Ares Capital Corporation to Acquire American Capital, Ltd in Transaction Valued at $3.4 Billion

Enhances Ares Capital’s Position as the Market Leading Business Development Company and a Leading Middle Market Direct Lender with More Than $13 Billion in Pro Forma Investments

In a separate transaction, American Capital announced the sale of American Capital Mortgage Management, LLC to American Capital Agency Corp. for $562 million

NEW YORK--()--Ares Capital Corporation (NASDAQ:ARCC) and American Capital, Ltd. (NASDAQ:ACAS) announced today that they have entered into a definitive merger agreement under which Ares Capital will acquire American Capital, excluding American Capital Mortgage Management, LLC. This transaction enhances Ares Capital’s position as the leading business development company in the United States and a leading direct lender to middle market companies. The combined company would have on a pro forma basis more than $13 billion of investments at fair value as of March 31, 2016. The Boards of Directors of both companies have unanimously approved the transaction.

Under the terms of the Ares transaction, American Capital shareholders will receive approximately $3.43 billion in total cash and stock consideration or $14.95 per fully diluted share. In a separate transaction, American Capital also announced today that it is selling American Capital Mortgage Management, LLC to American Capital Agency Corp. (NASDAQ: AGNC) for $562 million or $2.45 per fully diluted share. Collectively, the transactions announced today represent total value for American Capital shareholders of $4.0 billion or approximately $17.40 per fully diluted share, representing a premium of 11.4% to American Capital’s closing price on May 20, 2016 and a premium of 21.6% to American Capital’s unaffected closing price on November 13, 2015.

American Capital shareholders will receive $1.470 billion in cash from Ares Capital, or $6.41 per share, plus 0.483 Ares Capital shares for each American Capital share, resulting in approximately 110.8 million Ares Capital shares, or $1.682 billion in value or $7.34 per share based on Ares Capital’s closing stock price of $15.19 as of Friday, May 20, 2016, issued in exchange for approximately 229.3 million American Capital shares. Following the transaction, Ares Capital shareholders are expected to own approximately 73.9% and American Capital shareholders are expected to own approximately 26.1% of the combined company.

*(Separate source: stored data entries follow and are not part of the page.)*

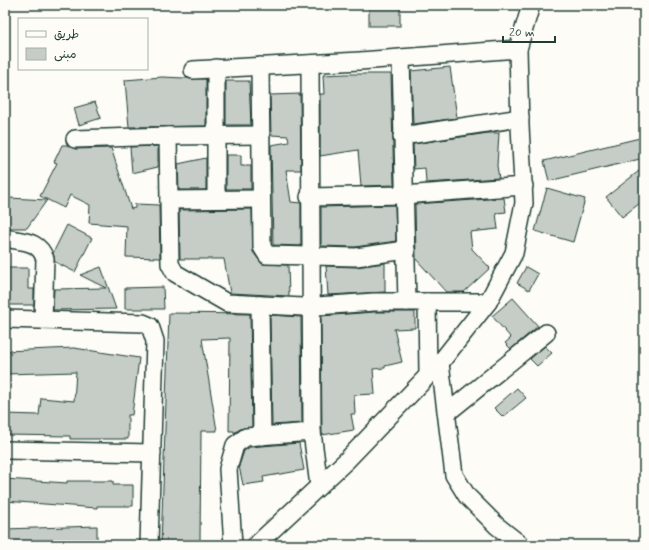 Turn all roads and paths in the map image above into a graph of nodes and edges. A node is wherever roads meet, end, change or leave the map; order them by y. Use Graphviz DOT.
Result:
graph roads {
  1 [pos="531,5"];
  2 [pos="518,49"];
  3 [pos="401,58"];
  4 [pos="310,64"];
  5 [pos="260,66"];
  6 [pos="216,68"];
  7 [pos="193,70"];
  8 [pos="520,118"];
  9 [pos="215,135"];
  10 [pos="261,135"];
  11 [pos="168,136"];
  12 [pos="402,136"];
  13 [pos="75,140"];
  14 [pos="524,186"];
  15 [pos="403,195"];
  16 [pos="309,197"];
  17 [pos="216,199"];
  18 [pos="261,199"];
  19 [pos="169,200"];
  20 [pos="5,238"];
  21 [pos="406,250"];
  22 [pos="310,256"];
  23 [pos="407,302"];
  24 [pos="427,302"];
  25 [pos="488,302"];
  26 [pos="260,305"];
  27 [pos="312,306"];
  28 [pos="5,319"];
  29 [pos="43,320"];
  30 [pos="546,333"];
  31 [pos="434,368"];
  32 [pos="447,413"];
  33 [pos="312,432"];
  34 [pos="262,436"];
  35 [pos="5,450"];
  36 [pos="152,453"];
  37 [pos="319,486"];
  38 [pos="149,545"];
  39 [pos="233,545"];
  40 [pos="256,545"];
  41 [pos="521,545"];
  1 -- 2 [label="street"];
  2 -- 3 [label="street"];
  2 -- 8 [label="street"];
  3 -- 4 [label="street"];
  3 -- 12 [label="street"];
  4 -- 5 [label="street"];
  4 -- 16 [label="street"];
  5 -- 6 [label="street"];
  5 -- 10 [label="street"];
  6 -- 7 [label="street"];
  6 -- 9 [label="street"];
  8 -- 12 [label="street"];
  8 -- 14 [label="street"];
  9 -- 10 [label="street"];
  9 -- 11 [label="street"];
  9 -- 17 [label="street"];
  10 -- 18 [label="street"];
  11 -- 13 [label="street"];
  11 -- 19 [label="street"];
  12 -- 15 [label="street"];
  14 -- 15 [label="street"];
  14 -- 25 [label="street"];
  15 -- 16 [label="street"];
  15 -- 21 [label="street"];
  16 -- 22 [label="street"];
  17 -- 18 [label="street"];
  17 -- 19 [label="street"];
  18 -- 22 [label="street"];
  19 -- 26 [label="street"];
  20 -- 29 [label="street"];
  21 -- 22 [label="street"];
  21 -- 23 [label="street"];
  22 -- 27 [label="street"];
  23 -- 24 [label="street"];
  23 -- 27 [label="street"];
  24 -- 25 [label="street"];
  24 -- 31 [label="street"];
  25 -- 31 [label="street"];
  26 -- 27 [label="street"];
  26 -- 34 [label="street"];
  27 -- 33 [label="street"];
  28 -- 29 [label="street"];
  29 -- 36 [label="street"];
  30 -- 32 [label="street"];
  31 -- 32 [label="street"];
  31 -- 37 [label="street"];
  32 -- 41 [label="street"];
  33 -- 34 [label="street"];
  33 -- 37 [label="street"];
  34 -- 39 [label="street"];
  35 -- 36 [label="street"];
  36 -- 38 [label="street"];
  37 -- 40 [label="street"];
}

As part of the aggregate consideration, Ares Management, L.P. (NYSE:ARES) will provide financial support to the transaction. Through its subsidiary, Ares Capital Management LLC, which serves as the investment adviser to Ares Capital, Ares Management will provide $275 million of cash, or $1.20 per fully diluted share, to American Capital shareholders at closing. In addition, Ares Management has agreed to waive up to $100 million in Part I income based fees (ARCC Income Based Fees) payable for the ten calendar quarters beginning the first full quarter following the closing of the transaction, in an amount of up to $10 million of ARCC Income Based Fees to the extent earned and payable to Ares Capital Management in such quarter, to support the expected profitability of the combined company during the integration and portfolio repositioning period for the two businesses.

The combined company will remain externally managed by Ares Capital Management LLC and all current Ares Capital officers and directors will remain in their current roles.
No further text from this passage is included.